Dans ce contexte, la réforme fiscale est apparue comme la dernière d’une chaîne d’insultes au bon sens populaire. La réponse : la grève pour exiger son abrogation.. L’arrogance des puissants s’est trouvée confrontée à la réponse plébéienne comme ce fut le cas lors de l’incident du mythique Vase de Llorente.

Temps accélérés

Ce qui se passe depuis le 28 avril en Colombie s’inscrit dans un long cycle de protestation sociale qui s’est accéléré au cours de la dernière décennie. Si l’on examine sa trajectoire depuis la seconde moitié du XXe siècle, on peut identifier plusieurs étapes importantes : les journées de 1957, qui mirent à la fin de la dictature du général Rojas Pinilla, dont la chute inaugura le pacte oligarchique entre les partis traditionnels (plus connu sous le nom de Front national). Elle fut suivie par la grève nationale civique de 1977 qui  mobilisa les habitant(e)s des quartiers populaires de Bogota et d’autres villes contre le dernier gouvernement d’un Front National moribond. Dix ans plus tard, en 1987, le Paro del Nororiente, dans lequel les paysans et les habitants des villes moyennes de la région de Catatumbo se mobilisèrent massivement.

Durant les années 1990 le paramilitarisme et l’élimination systématique des organisations sociales et politiques provoquèrent une rupture dans la protestation sociale jusqu’à la première décennie du XXIe siècle lorsque la mobilisation sociale refit surface avec force, notamment avec la mobilisation indigène dans le cadre de la Minga Nationale de Résistance en 2008 (peut-être la première étape de la protestation du XXIe siècle). Elle fut suivie, en 2011, par la grève nationale des étudiants, organisée au sein de la Mesa Amplia Nacional Estudiantil. Quelques années plus tard, la Grève Nationale Paysanne « Paro Nacional Agrario » (2013) paralysa principalement le centre du pays. La grève étudiante de 2018 et les journées 21N de 2019 ont été les dernières, dans une continuité claire avec les protestations actuelles.

1957, 1977, 1987. 2008, 2011, 2013. 2018, 2019, 2021. La contestation sociale se développe en cycles de plus en plus courts et de plus en plus accélérés. Les grandes mobilisations nationales sont de plus en plus fréquentes. D’une certaine manière, au milieu de la nostalgie de nombreuses générations de militants de gauche pour la grande grève générale, qui se produit rarement et devient donc un mythe, de nouvelles formes d’action commencent à apparaître  : les grandes manifestations, le pays descendant dans la rue, deviennent une habitude.

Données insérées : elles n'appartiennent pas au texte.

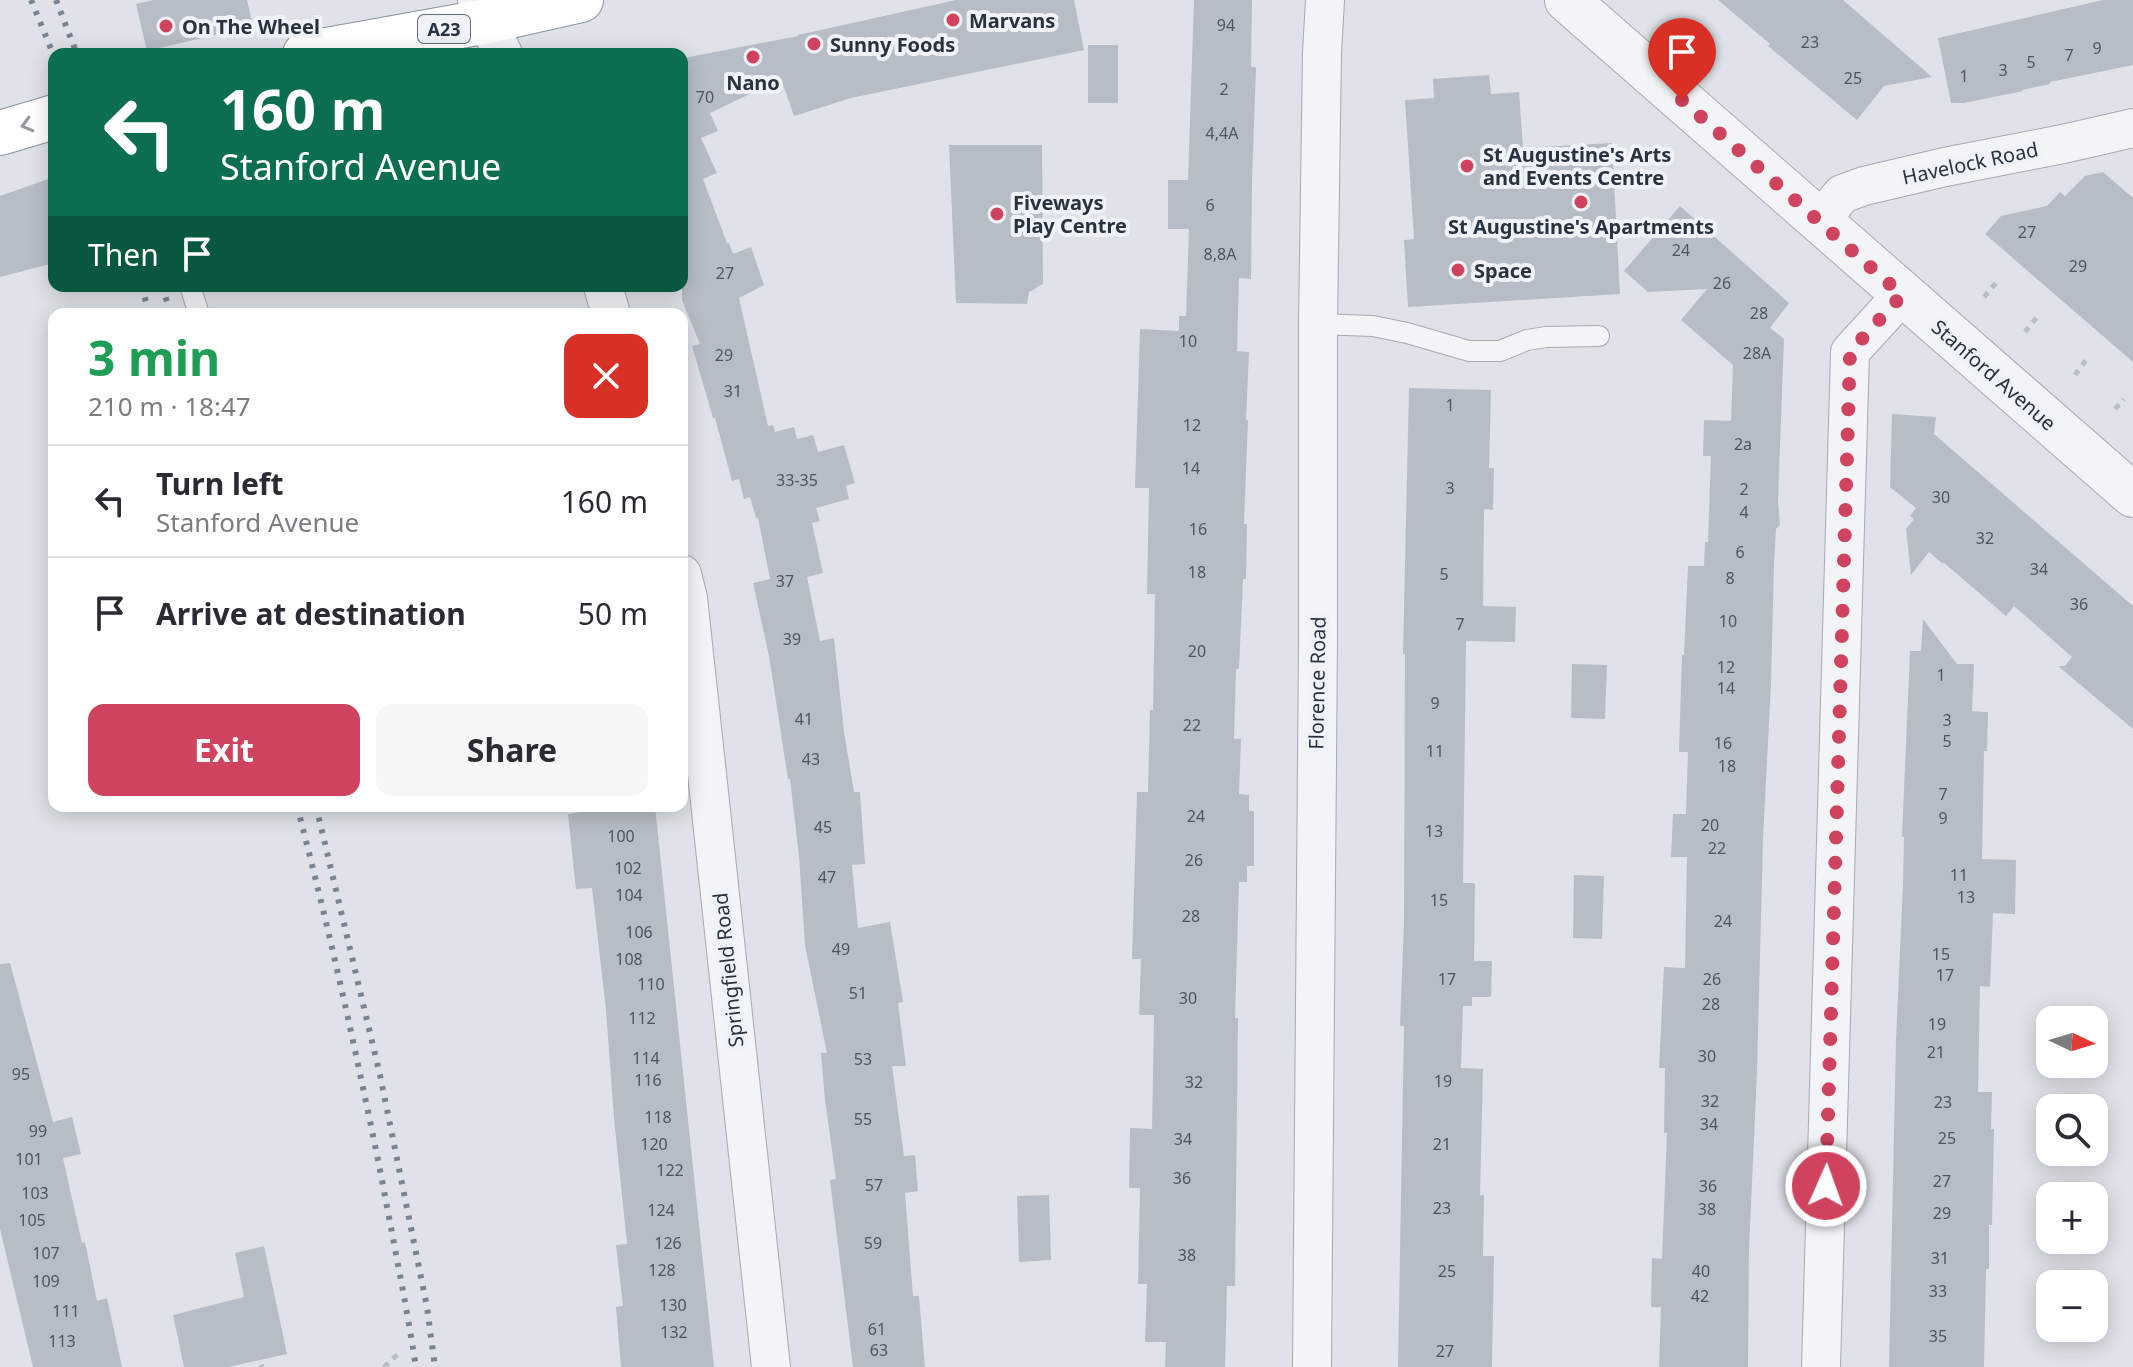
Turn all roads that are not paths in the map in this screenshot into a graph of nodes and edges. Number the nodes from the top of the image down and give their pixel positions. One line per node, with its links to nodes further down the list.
1 (581, 0): 4 (highway, A23)
2 (1325, 0): 11 (street, Florence Road)
3 (1567, 0): 9 (street, Stanford Avenue)
4 (489, 25): 5 (highway, A23)
5 (343, 48)
6 (48, 119): 8 (highway, one-way to 8)
7 (2133, 128): 9 (street, Havelock Road)
8 (0, 133)
9 (1820, 221): 10 (street, Stanford Avenue)
10 (1902, 295): 13 (street, Stanford Avenue); 17 (street)
11 (1318, 324): 12 (lane); 16 (street, Florence Road)
12 (1599, 336)
13 (2133, 495)
14 (688, 598): 15 (street, Springfield Road)
15 (771, 1367)
16 (1312, 1367)
17 (1821, 1367)

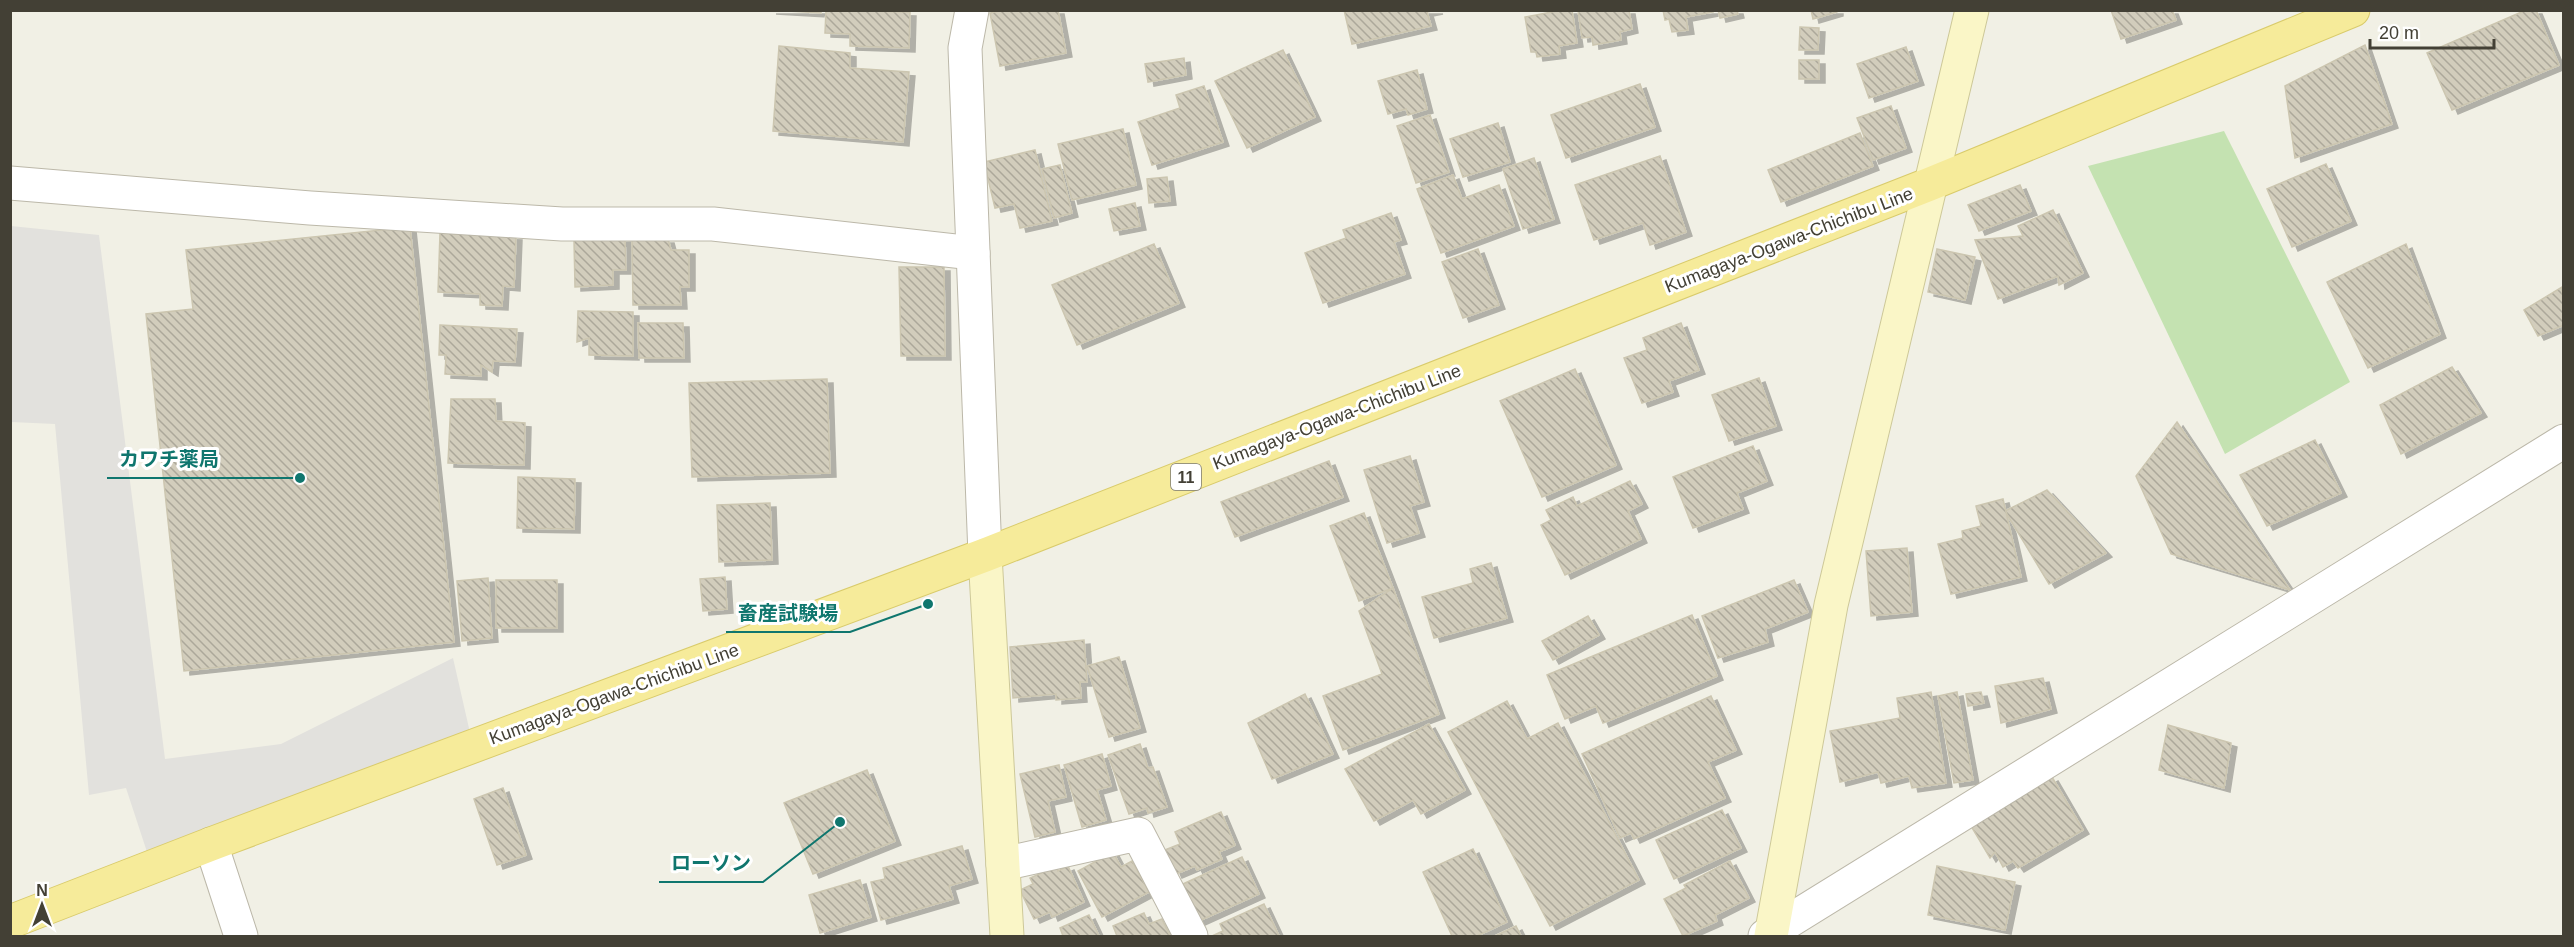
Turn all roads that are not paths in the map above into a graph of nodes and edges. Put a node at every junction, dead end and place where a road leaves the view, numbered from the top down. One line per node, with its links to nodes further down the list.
1 (972, 10): 6 (street)
2 (1972, 10): 5 (street)
3 (2353, 10): 5 (main road, Kumagaya-Ogawa-Chichibu Line / 11)
4 (10, 183): 6 (street)
5 (1930, 184): 8 (main road, Kumagaya-Ogawa-Chichibu Line / 11); 12 (street)
6 (973, 253): 8 (street)
7 (2564, 441): 12 (street)
8 (985, 555): 9 (main road, Kumagaya-Ogawa-Chichibu Line / 11); 10 (street)
9 (211, 843): 11 (main road, Kumagaya-Ogawa-Chichibu Line / 11); 13 (street)
10 (1003, 864): 14 (street); 15 (street)
11 (10, 922)
12 (1769, 935)
13 (241, 936)
14 (1007, 936)
15 (1191, 936)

Face à cette évidence, la question n’est pas de savoir quand le pays descendra à nouveau dans la rue. La question est de savoir ce qu’il faut pour que ce peuple, capable de manifester de plus en plus fréquemment, puisse rompre avec l’ordre social établi par l’oligarchie colombienne depuis 1958, une oligarchie dont les racines remontent au XIXème siècle. (…)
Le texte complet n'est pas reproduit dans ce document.